··· Data shown ···
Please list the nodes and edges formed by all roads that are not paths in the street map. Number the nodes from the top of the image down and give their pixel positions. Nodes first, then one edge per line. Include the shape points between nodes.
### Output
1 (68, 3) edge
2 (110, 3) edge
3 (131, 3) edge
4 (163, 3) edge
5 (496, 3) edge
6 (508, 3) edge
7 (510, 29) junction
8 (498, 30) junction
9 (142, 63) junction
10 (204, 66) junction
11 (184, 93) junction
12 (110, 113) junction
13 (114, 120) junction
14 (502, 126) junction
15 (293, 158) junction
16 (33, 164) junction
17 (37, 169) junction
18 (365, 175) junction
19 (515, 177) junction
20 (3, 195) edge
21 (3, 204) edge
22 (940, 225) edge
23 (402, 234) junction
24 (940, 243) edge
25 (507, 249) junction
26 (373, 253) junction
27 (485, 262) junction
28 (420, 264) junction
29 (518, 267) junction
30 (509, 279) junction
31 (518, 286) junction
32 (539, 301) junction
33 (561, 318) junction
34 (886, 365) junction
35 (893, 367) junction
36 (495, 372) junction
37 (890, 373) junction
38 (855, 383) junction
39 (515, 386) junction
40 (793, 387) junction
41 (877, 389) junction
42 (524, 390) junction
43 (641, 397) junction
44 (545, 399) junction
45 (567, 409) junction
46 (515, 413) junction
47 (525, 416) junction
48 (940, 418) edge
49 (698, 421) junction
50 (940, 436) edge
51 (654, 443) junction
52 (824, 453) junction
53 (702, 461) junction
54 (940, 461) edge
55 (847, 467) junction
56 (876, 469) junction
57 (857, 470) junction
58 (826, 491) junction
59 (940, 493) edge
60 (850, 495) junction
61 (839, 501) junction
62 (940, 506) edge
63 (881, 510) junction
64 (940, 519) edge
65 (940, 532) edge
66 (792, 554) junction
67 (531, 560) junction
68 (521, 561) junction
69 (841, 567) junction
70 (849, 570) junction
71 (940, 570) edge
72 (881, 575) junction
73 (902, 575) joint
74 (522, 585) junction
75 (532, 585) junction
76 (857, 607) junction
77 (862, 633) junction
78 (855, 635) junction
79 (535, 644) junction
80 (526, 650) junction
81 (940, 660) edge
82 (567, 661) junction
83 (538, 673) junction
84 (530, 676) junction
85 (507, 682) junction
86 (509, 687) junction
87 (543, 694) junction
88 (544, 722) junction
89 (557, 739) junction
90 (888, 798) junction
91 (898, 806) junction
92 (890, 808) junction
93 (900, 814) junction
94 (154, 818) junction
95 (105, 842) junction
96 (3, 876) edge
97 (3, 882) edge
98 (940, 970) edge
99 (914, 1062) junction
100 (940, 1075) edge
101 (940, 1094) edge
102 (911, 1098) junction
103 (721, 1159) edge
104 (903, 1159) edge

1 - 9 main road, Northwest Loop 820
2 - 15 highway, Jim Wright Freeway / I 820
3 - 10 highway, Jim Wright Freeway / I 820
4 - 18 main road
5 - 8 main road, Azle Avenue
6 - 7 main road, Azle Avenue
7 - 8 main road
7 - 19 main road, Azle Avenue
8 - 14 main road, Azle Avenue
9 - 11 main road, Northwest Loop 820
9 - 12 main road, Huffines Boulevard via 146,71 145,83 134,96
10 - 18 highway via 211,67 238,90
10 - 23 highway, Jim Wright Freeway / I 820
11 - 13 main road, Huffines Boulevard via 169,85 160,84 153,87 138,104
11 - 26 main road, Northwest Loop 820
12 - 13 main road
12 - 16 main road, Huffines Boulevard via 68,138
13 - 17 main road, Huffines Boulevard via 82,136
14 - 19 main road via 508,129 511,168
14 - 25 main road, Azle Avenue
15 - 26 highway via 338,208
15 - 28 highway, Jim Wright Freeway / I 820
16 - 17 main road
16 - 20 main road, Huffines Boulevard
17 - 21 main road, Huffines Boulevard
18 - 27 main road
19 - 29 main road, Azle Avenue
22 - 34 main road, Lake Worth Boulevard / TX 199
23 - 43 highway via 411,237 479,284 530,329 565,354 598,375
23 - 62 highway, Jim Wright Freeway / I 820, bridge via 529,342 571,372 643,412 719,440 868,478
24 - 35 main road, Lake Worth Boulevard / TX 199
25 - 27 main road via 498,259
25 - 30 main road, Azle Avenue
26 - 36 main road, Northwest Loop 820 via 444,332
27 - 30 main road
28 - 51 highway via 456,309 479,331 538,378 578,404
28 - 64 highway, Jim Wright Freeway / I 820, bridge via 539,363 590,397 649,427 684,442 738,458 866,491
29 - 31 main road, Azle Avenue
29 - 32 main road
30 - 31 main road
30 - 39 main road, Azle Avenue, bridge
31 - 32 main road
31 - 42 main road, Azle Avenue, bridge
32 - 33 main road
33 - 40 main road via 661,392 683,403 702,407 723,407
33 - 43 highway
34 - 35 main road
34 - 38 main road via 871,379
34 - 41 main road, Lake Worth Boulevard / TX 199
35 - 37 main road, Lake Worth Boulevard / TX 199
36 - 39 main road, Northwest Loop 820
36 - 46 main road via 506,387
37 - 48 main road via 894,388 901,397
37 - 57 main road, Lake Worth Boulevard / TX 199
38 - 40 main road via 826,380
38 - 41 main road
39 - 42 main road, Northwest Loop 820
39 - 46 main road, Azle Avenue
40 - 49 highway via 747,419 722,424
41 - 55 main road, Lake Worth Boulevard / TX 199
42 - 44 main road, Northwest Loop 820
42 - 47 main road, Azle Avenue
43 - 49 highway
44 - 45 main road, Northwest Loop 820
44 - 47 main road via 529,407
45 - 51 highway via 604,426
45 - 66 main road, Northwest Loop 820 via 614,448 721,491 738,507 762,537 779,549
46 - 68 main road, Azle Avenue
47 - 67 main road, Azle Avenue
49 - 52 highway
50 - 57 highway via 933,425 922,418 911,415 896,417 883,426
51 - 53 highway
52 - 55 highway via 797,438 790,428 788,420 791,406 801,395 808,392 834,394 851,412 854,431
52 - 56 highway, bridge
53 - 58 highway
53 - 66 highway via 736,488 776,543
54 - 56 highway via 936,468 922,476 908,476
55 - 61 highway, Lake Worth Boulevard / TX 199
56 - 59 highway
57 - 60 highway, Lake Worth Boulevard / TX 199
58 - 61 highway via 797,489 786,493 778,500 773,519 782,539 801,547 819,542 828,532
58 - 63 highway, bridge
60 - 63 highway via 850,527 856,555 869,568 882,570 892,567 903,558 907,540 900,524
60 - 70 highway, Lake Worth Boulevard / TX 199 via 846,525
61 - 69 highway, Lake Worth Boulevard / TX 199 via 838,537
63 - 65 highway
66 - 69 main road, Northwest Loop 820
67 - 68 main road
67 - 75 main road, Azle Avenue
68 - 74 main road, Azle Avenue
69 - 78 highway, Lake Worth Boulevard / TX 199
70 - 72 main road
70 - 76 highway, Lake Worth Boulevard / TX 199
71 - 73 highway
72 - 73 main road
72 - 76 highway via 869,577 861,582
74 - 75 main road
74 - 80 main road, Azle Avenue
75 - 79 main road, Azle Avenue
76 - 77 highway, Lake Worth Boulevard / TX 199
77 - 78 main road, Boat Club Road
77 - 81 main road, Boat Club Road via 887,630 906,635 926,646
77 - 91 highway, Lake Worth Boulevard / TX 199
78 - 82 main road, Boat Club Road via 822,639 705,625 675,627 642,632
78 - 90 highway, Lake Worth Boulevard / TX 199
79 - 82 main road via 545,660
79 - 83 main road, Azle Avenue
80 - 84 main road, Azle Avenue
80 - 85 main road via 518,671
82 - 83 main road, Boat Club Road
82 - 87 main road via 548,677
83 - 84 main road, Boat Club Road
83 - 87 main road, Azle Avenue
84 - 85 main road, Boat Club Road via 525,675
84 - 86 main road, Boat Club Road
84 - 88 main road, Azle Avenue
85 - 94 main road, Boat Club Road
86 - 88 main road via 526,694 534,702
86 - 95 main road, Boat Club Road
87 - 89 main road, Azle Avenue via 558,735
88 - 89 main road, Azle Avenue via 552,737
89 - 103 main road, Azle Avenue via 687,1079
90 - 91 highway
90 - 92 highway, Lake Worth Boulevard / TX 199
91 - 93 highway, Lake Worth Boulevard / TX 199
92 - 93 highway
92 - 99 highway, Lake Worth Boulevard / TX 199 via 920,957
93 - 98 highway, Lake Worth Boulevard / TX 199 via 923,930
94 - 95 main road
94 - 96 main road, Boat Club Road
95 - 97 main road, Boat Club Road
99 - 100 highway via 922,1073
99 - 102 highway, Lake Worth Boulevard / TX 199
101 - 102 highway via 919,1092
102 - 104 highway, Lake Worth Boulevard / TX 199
···
Only lines containing the string "Loop" are needed. Pull each of them out of the records above.

1 - 9 main road, Northwest Loop 820
9 - 11 main road, Northwest Loop 820
11 - 26 main road, Northwest Loop 820
26 - 36 main road, Northwest Loop 820 via 444,332
36 - 39 main road, Northwest Loop 820
39 - 42 main road, Northwest Loop 820
42 - 44 main road, Northwest Loop 820
44 - 45 main road, Northwest Loop 820
45 - 66 main road, Northwest Loop 820 via 614,448 721,491 738,507 762,537 779,549
66 - 69 main road, Northwest Loop 820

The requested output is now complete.